Chapter 7: In Defense of the Approach

  • This chapter covers an imaginary conversation between a skeptic of the information-processing approach to visual perception and a defender of the approach.
  • One criticism is that the levels-of-explanation idea conflicts with Barlow’s first dogma that the activity of a single neuron—which is transmitted to and influences other neurons, and a neuron’s response to such influences—is a complete description for a functional understanding of the nervous system.
  • Marr argues against this by stating how thinking in terms of mechanisms or neurons is imprecise and fails to account for the level of computational theory.
  • We must get the computational theory right before we propose possible networks that implement such a theory, or else the network might compute the wrong thing.
  • Every point of view corresponds to a different level of explanation and all must eventually be satisfied.
  • Another criticism is that one theory might be superior to another but has no easy way of being implemented. Thus, effort would be misplaced in developing the superior, but unimplementable, theory.
  • Marr counters the criticism as any analysis of the problem may lead to the true theory.

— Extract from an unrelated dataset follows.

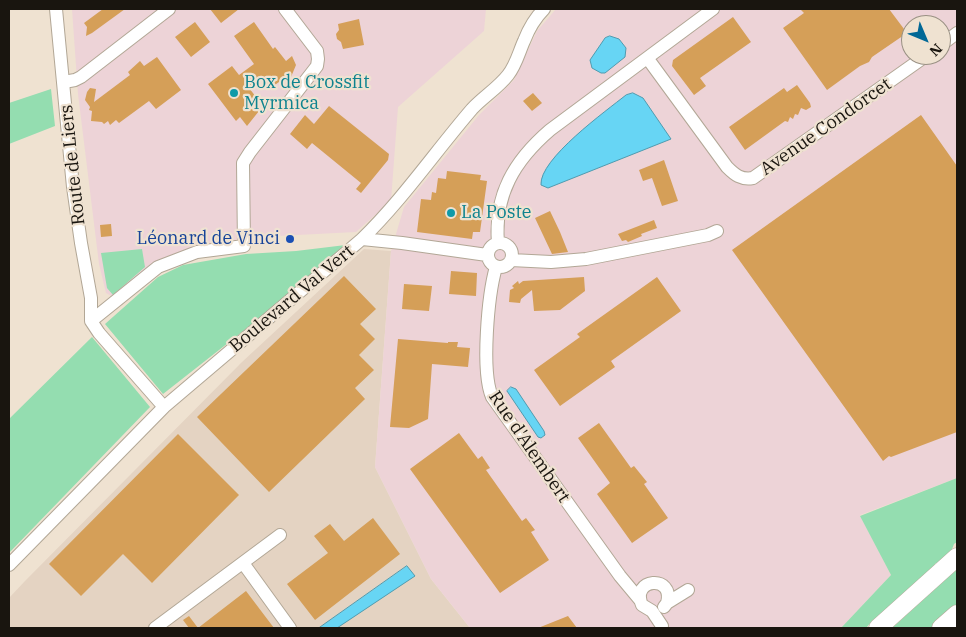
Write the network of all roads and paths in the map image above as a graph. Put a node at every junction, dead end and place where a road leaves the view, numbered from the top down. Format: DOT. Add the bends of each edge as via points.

  • Marr also believes that the world is just too complex to be processed by the feature detector idea.
  • It’s important to not be too anxious to relate our ideas immediately to neurons as we should first be sure that our representations and algorithms are supported by psychophysical evidence. Then we can delve into neurophysiology.
  • Mechanism-based approaches are genuinely dangerous because the lead to mimicry rather than true understanding.
  • By studying the problems that need solving, we will eventually unravel the mechanisms associated with it.
  • No further notes for this chapter.